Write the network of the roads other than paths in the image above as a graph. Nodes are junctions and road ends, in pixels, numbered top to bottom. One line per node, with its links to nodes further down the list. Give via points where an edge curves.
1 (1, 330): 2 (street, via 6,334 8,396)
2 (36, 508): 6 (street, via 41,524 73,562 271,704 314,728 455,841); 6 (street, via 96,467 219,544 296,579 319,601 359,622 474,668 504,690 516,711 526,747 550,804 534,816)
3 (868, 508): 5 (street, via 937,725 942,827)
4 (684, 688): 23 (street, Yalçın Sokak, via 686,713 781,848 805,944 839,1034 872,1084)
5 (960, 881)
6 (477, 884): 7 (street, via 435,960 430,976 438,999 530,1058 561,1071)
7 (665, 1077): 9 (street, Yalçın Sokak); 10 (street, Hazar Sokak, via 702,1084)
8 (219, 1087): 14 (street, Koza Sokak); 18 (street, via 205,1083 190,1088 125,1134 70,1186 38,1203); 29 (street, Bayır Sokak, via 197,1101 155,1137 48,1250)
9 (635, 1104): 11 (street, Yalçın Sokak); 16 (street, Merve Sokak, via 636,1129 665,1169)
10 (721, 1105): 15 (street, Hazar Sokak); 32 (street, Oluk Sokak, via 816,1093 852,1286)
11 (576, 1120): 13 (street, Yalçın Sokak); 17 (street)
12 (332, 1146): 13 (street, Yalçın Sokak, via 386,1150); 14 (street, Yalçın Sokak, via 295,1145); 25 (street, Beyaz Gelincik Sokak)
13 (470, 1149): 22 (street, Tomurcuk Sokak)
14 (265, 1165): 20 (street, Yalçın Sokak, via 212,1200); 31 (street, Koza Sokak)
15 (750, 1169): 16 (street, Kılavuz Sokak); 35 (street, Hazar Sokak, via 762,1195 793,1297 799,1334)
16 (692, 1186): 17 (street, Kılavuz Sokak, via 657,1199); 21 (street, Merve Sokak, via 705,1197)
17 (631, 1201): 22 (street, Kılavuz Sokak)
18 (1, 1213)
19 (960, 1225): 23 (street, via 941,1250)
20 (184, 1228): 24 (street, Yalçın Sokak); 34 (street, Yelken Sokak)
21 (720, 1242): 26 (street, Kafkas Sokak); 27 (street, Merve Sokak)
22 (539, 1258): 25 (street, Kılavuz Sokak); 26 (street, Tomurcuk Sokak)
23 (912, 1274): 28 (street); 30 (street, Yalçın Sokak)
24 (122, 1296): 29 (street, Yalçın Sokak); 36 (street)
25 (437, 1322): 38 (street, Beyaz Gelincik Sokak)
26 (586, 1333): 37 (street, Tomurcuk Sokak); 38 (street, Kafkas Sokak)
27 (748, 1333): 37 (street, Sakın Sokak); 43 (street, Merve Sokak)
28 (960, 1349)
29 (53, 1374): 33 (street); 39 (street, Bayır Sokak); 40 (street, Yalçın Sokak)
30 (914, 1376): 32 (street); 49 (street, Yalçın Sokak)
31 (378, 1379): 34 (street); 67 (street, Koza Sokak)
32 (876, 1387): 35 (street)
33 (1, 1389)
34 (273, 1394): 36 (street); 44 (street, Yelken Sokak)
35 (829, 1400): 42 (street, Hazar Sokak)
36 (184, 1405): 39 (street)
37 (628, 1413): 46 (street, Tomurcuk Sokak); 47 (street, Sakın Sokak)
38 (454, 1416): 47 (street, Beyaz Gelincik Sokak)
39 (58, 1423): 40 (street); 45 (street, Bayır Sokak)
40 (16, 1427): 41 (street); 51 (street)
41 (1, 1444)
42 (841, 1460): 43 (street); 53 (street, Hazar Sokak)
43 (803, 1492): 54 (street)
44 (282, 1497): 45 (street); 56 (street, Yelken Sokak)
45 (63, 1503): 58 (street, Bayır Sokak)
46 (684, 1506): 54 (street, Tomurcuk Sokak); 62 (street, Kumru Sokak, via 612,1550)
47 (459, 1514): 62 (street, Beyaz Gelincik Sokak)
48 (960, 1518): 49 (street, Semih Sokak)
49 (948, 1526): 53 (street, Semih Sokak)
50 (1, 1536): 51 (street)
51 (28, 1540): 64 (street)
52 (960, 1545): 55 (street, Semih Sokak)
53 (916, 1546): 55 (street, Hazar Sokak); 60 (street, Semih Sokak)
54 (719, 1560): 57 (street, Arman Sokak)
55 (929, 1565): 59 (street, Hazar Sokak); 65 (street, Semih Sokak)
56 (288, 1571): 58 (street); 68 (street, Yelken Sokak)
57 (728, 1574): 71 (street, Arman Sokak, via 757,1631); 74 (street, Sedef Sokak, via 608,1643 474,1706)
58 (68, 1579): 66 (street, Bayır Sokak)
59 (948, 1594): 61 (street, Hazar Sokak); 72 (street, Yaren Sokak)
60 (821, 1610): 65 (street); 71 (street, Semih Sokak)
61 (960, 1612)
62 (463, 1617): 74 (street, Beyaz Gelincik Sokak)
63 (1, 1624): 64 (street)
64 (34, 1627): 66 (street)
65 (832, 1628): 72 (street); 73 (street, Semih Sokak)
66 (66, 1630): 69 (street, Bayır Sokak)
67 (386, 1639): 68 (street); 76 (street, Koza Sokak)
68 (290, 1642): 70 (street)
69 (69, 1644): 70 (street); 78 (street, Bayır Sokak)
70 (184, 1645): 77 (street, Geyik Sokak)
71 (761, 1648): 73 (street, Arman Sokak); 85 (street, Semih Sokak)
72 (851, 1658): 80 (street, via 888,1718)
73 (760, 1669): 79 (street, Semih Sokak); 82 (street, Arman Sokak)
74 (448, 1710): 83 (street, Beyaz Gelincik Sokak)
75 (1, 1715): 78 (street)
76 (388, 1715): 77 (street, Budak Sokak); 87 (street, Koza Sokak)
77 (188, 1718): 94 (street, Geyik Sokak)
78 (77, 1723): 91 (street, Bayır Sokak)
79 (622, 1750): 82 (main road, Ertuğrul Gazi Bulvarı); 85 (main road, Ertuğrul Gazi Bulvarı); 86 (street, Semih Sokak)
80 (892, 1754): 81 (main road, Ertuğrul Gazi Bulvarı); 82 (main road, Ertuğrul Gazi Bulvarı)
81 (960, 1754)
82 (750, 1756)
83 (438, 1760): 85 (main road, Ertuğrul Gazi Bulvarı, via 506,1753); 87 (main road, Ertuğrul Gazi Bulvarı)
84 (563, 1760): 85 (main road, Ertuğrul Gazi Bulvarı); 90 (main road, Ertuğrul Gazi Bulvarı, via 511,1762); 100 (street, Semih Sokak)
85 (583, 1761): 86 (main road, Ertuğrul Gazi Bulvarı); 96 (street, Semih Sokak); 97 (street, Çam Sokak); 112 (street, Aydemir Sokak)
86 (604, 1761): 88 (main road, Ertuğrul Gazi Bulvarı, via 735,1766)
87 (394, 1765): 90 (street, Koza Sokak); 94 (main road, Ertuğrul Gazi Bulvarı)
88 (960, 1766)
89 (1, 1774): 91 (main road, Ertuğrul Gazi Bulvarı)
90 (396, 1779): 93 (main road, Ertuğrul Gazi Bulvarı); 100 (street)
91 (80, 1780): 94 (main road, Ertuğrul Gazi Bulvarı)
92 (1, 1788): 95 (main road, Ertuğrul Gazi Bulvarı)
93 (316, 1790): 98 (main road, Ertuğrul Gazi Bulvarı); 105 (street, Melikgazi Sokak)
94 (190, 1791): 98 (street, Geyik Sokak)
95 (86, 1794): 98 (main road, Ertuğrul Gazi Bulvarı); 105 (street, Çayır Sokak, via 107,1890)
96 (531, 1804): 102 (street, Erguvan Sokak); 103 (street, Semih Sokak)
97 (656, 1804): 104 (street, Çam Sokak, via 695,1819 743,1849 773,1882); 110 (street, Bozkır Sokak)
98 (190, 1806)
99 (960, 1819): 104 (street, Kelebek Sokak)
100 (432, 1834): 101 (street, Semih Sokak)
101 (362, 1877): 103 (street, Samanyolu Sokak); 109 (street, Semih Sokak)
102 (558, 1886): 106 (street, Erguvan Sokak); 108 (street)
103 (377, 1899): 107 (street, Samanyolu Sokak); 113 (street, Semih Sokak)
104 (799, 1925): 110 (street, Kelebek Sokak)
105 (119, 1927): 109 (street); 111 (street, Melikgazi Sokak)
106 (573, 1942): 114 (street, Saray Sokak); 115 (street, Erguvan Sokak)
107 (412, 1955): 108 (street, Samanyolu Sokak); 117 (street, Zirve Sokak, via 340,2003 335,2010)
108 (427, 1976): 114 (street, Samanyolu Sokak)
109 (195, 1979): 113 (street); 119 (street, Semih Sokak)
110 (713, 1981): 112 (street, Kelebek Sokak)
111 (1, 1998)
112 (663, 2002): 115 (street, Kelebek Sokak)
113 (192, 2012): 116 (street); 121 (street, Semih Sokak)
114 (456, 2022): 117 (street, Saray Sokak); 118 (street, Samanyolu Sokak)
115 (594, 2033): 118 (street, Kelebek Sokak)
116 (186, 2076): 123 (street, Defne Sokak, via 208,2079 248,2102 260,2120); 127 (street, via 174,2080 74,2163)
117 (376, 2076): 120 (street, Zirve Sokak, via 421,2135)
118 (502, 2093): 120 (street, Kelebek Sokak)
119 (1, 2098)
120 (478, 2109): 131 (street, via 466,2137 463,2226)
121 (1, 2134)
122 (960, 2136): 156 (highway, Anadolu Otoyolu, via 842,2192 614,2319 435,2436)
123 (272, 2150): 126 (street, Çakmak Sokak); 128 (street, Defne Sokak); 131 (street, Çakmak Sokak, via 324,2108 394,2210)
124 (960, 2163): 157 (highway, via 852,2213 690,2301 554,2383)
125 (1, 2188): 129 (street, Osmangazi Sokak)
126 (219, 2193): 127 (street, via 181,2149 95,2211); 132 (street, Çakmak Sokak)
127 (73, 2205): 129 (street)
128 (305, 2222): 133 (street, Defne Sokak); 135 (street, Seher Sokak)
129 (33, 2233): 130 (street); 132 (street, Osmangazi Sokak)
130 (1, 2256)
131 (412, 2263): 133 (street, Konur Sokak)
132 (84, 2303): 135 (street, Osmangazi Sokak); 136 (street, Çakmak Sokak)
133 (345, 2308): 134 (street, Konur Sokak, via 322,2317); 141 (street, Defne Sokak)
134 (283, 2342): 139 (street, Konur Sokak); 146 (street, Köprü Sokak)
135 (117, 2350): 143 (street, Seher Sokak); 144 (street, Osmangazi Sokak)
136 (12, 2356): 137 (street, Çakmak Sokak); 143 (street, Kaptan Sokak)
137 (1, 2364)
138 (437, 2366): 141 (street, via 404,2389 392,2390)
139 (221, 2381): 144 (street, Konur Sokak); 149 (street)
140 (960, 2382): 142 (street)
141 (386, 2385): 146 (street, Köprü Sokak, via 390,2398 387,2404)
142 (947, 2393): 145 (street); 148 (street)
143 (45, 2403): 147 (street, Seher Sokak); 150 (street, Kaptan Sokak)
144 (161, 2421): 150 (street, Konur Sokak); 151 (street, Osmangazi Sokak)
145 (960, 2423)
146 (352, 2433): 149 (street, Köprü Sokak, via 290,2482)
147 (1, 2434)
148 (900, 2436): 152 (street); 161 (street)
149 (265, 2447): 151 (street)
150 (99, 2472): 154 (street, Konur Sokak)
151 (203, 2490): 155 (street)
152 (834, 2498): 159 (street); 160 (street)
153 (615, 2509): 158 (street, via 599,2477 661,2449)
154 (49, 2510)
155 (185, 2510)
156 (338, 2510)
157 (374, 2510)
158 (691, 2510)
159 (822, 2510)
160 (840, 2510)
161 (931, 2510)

• • • • • • •

> [What to produce] Every line of the entries above that holds "Osmangazi" should be copied out.

> [Result for this exercise]
125 (1, 2188): 129 (street, Osmangazi Sokak)
129 (33, 2233): 130 (street); 132 (street, Osmangazi Sokak)
132 (84, 2303): 135 (street, Osmangazi Sokak); 136 (street, Çakmak Sokak)
135 (117, 2350): 143 (street, Seher Sokak); 144 (street, Osmangazi Sokak)
144 (161, 2421): 150 (street, Konur Sokak); 151 (street, Osmangazi Sokak)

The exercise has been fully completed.